A possible restoration

To this day I still don’t know what it was that drew me to Bloomfield, nor what was it that made see it a different light. But as I continued to photograph it as time went by, I felt as though I had begun to develop a bond of sorts with the aged mansion. So many old homes like this are lost to history and end up being torn down, but Bloomfield was different. Despite its run down appearance and ragged facade, it still seemed to have life within it, however faint. Like Charlie Brown’s scraggly tree, it seemed as though it needed me. It then became my project, and I inquired around as to what its fate might be, and, if possible, could it be saved.
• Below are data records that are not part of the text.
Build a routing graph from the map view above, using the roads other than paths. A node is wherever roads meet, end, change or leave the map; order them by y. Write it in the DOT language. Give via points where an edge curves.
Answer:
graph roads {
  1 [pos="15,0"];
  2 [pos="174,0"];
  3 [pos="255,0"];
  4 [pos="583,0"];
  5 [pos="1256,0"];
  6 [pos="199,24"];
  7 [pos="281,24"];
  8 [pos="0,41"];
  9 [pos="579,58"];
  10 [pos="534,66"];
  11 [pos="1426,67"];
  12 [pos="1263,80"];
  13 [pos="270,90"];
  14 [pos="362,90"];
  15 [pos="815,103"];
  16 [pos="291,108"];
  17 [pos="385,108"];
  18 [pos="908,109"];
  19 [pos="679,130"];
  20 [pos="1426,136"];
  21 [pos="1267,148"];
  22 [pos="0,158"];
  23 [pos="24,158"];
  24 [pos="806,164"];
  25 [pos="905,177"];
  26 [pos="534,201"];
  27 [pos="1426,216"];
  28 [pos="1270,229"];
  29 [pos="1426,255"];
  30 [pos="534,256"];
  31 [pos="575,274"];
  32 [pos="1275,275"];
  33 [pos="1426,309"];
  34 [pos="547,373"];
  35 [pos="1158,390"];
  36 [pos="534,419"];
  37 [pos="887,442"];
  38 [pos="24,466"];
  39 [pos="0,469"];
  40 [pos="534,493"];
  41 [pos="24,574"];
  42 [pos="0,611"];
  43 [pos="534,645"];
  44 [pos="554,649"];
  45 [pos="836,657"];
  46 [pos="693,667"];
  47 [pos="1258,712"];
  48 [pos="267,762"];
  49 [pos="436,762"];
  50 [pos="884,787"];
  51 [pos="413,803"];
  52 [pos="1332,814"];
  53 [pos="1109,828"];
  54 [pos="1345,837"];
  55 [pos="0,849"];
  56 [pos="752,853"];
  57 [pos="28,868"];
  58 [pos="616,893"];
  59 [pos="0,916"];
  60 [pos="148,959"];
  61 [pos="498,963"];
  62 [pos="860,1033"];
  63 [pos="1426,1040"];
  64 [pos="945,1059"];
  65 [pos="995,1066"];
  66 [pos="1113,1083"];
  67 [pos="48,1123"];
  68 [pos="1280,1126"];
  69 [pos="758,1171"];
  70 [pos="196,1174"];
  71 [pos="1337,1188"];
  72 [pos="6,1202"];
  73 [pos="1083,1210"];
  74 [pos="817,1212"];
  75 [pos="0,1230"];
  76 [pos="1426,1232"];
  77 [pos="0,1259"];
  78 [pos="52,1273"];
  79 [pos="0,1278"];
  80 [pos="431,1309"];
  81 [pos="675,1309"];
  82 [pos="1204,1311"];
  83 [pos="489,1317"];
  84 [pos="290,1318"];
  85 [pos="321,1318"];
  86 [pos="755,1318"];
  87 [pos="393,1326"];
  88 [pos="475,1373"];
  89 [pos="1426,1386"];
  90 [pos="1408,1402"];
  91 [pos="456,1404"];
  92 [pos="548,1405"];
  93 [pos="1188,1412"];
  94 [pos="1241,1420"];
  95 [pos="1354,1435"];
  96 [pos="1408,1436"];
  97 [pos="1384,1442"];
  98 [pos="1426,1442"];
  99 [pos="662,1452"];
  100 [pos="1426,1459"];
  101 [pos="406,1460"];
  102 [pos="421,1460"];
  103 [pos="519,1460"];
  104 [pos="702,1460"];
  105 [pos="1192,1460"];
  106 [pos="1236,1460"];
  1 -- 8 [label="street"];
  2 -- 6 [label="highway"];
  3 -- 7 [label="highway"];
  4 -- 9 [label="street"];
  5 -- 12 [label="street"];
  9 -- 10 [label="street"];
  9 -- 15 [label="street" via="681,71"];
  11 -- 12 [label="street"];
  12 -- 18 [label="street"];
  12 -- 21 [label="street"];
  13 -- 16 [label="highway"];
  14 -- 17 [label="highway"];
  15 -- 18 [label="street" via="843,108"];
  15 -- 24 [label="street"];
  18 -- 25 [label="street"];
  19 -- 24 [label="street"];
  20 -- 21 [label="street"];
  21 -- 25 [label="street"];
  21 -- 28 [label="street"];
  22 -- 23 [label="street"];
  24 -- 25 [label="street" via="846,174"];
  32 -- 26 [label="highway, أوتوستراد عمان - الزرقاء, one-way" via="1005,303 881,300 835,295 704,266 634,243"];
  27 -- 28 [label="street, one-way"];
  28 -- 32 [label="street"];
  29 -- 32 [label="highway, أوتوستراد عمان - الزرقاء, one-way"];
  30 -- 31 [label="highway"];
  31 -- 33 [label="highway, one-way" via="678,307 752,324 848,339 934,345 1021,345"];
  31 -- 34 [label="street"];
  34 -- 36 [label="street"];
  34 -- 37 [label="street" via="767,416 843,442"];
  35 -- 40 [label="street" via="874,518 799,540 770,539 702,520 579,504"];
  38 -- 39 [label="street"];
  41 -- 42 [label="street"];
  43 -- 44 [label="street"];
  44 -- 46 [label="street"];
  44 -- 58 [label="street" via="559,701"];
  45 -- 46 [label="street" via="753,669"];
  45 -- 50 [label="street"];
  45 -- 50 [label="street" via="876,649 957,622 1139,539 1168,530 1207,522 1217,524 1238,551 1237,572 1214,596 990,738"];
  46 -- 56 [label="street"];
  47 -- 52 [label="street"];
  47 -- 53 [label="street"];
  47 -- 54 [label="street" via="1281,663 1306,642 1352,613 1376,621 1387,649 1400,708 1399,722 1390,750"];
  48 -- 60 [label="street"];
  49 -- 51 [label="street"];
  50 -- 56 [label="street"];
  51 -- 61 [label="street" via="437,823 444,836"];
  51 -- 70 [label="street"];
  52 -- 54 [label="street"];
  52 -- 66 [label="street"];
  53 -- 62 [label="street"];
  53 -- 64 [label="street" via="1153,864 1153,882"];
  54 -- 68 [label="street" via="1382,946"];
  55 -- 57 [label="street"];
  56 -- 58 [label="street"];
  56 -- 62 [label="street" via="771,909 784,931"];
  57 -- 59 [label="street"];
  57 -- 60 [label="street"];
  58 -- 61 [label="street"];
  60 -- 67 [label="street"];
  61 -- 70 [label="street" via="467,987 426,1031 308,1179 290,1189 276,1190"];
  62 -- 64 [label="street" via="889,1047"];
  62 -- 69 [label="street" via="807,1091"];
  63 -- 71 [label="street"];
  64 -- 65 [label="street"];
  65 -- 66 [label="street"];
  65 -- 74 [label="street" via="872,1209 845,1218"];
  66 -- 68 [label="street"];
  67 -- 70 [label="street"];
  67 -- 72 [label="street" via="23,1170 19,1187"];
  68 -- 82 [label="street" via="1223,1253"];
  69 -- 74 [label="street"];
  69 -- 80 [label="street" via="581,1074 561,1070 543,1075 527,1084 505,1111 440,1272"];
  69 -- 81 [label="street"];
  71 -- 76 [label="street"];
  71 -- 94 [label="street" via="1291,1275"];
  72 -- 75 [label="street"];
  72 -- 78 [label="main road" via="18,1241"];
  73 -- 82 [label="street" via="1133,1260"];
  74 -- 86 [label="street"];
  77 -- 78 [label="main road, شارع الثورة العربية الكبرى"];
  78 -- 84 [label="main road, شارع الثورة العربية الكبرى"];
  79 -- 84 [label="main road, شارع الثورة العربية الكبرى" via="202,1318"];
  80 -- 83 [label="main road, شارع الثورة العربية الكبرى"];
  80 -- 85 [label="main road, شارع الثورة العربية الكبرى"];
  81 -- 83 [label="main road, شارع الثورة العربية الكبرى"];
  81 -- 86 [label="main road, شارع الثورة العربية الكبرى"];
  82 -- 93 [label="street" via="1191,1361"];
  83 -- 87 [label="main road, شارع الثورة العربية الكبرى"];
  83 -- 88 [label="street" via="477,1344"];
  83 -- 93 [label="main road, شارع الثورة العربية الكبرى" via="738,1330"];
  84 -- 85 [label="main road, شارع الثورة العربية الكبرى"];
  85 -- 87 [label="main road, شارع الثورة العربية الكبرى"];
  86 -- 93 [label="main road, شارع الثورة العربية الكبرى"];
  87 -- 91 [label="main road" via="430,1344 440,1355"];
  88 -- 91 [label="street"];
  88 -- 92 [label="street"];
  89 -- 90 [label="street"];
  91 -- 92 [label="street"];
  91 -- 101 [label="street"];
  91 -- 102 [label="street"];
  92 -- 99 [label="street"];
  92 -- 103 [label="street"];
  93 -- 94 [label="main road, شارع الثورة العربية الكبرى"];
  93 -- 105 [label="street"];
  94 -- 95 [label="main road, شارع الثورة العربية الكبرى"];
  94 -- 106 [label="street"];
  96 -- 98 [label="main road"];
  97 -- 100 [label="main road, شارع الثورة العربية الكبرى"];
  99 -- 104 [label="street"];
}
During this time of my life, I was going thru a lot of issues. Things had gotten a little better since I entered college, but I still had problems at home and I was haunted by my teenage years and early childhood. And as I saw the house as needing me to help save it, I realized that this notion was reciprocal and would become mutually beneficial. The more I photographed, sketched and painted that old house, the more I realized that it was a reflection of myself. It was damaged, disfigured, ostracized and unloved. It sat there alone, awaiting its fate, until I drove by that one day. The idea of Bloomfield being restored and again becoming a happy home for someone gave me hope that I could also restore my life and become the person I wanted to be. But I feared I might end up looking on as this sad old house was destroyed, unable to do anything to stop it. It would be gone forever, lost to the history and the march of time.

As spring turned into summer, I found out that the nearby town was planning on annexing Bloomfield and the three hundred and some acres that surrounded it. I don’t recall all of the politics of the situation, but there was some concern that a developer would buy the annexed area, tear down Bloomfield and build a bunch of new houses. But thankfully there was a hero who would save the old mansion, a local man who made his living restoring old buildings. All of the land did eventually get annexed, but this man bought Bloomfield and a few acres of land around it. The rest of the acreage got sold to a developer, and did eventually became a large housing development. I began a partnership with this new owner, as he was happy to have me document the restoration of the house. As the work proceeded, he even gave me a key to the house so I could come and go at my leisure and do my photography. Restoration work really did not get started until later that summer. Care was taken to replace only that which was necessary and to restore the house to the way it would have looked before it was divided up into apartments. A few walls and a mid twentieth century stairwell were removed, and part of the floor had to be torn up and replaced.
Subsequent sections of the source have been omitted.